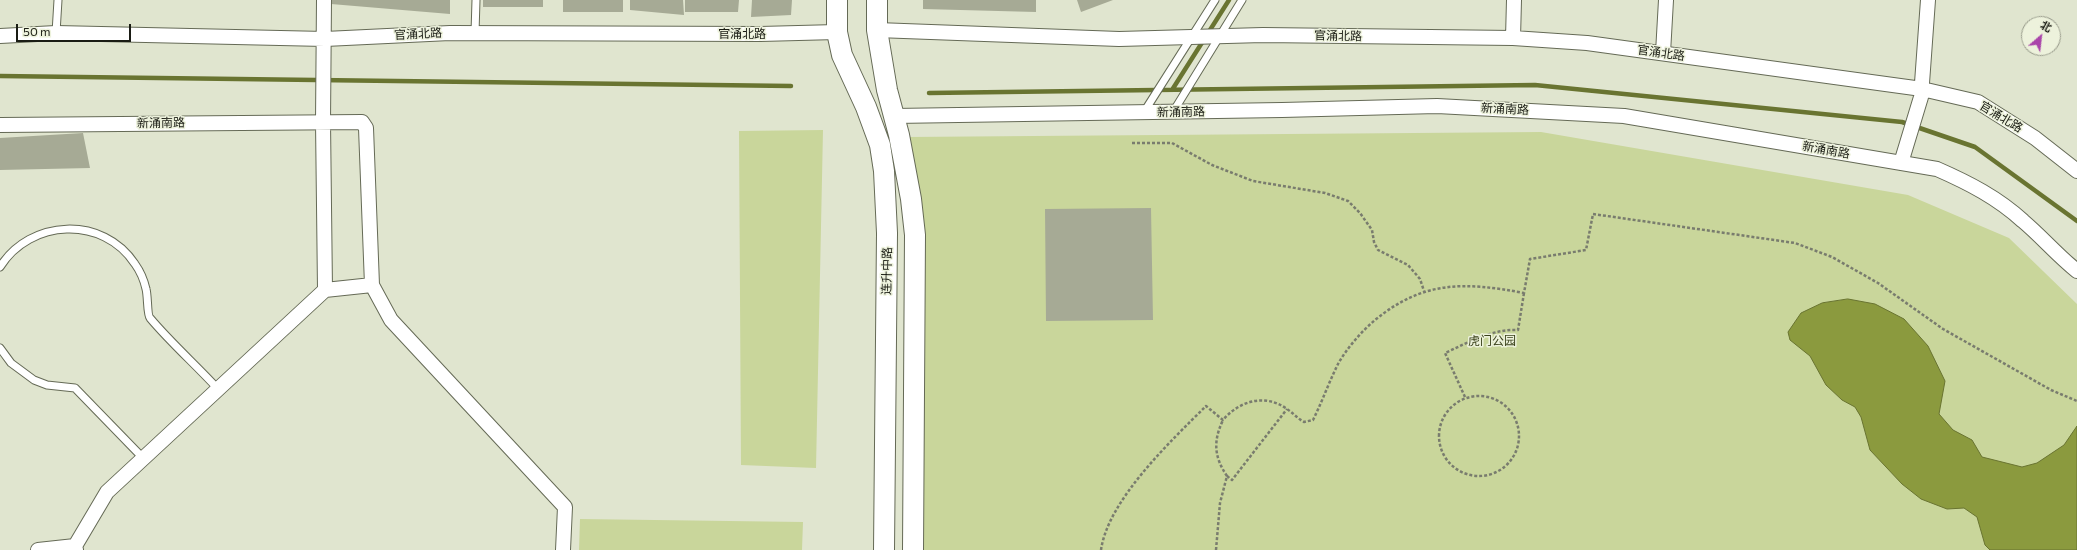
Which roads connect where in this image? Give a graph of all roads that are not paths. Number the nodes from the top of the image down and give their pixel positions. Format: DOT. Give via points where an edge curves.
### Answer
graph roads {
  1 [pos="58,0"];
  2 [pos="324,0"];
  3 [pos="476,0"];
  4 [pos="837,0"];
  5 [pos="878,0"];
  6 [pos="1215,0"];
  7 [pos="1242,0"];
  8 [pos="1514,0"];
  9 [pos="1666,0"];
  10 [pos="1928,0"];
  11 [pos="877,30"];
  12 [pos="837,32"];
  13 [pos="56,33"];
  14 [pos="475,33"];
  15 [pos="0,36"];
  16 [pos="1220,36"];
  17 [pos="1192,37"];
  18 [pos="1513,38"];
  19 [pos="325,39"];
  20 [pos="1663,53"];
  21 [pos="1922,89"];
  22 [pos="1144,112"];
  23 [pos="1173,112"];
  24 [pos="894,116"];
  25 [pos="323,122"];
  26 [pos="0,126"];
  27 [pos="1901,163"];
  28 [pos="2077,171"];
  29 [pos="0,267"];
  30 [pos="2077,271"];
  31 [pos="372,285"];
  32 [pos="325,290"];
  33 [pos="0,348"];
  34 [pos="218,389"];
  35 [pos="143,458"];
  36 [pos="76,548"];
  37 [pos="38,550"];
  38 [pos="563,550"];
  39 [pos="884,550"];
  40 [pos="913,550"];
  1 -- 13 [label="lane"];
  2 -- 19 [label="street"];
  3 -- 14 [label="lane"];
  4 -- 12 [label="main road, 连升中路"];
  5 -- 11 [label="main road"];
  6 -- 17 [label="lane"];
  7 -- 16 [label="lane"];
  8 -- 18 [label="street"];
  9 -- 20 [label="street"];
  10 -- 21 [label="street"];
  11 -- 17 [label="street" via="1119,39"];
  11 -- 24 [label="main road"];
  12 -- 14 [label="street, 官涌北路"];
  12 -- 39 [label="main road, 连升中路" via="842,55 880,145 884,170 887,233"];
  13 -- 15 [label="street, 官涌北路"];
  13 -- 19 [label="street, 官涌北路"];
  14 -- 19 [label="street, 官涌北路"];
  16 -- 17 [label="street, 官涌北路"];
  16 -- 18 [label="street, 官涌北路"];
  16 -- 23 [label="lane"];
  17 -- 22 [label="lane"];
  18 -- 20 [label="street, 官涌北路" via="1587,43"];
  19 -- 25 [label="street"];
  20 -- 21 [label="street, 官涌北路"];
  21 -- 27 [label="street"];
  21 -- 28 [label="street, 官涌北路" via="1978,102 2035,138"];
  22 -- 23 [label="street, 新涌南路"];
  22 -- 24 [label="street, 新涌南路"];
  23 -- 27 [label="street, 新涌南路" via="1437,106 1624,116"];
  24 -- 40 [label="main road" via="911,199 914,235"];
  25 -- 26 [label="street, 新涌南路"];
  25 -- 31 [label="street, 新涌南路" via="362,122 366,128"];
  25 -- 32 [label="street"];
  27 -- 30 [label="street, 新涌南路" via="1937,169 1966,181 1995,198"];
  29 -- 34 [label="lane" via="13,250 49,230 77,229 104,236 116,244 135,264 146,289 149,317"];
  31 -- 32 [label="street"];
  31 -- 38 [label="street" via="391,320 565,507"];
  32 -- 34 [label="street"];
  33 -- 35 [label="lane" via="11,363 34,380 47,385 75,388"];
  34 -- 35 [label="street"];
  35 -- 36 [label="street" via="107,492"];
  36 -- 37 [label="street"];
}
################
Try it:
In the material above, how many lines include the string "新涌南路"? Please reply with the number only.

Exercise response:
6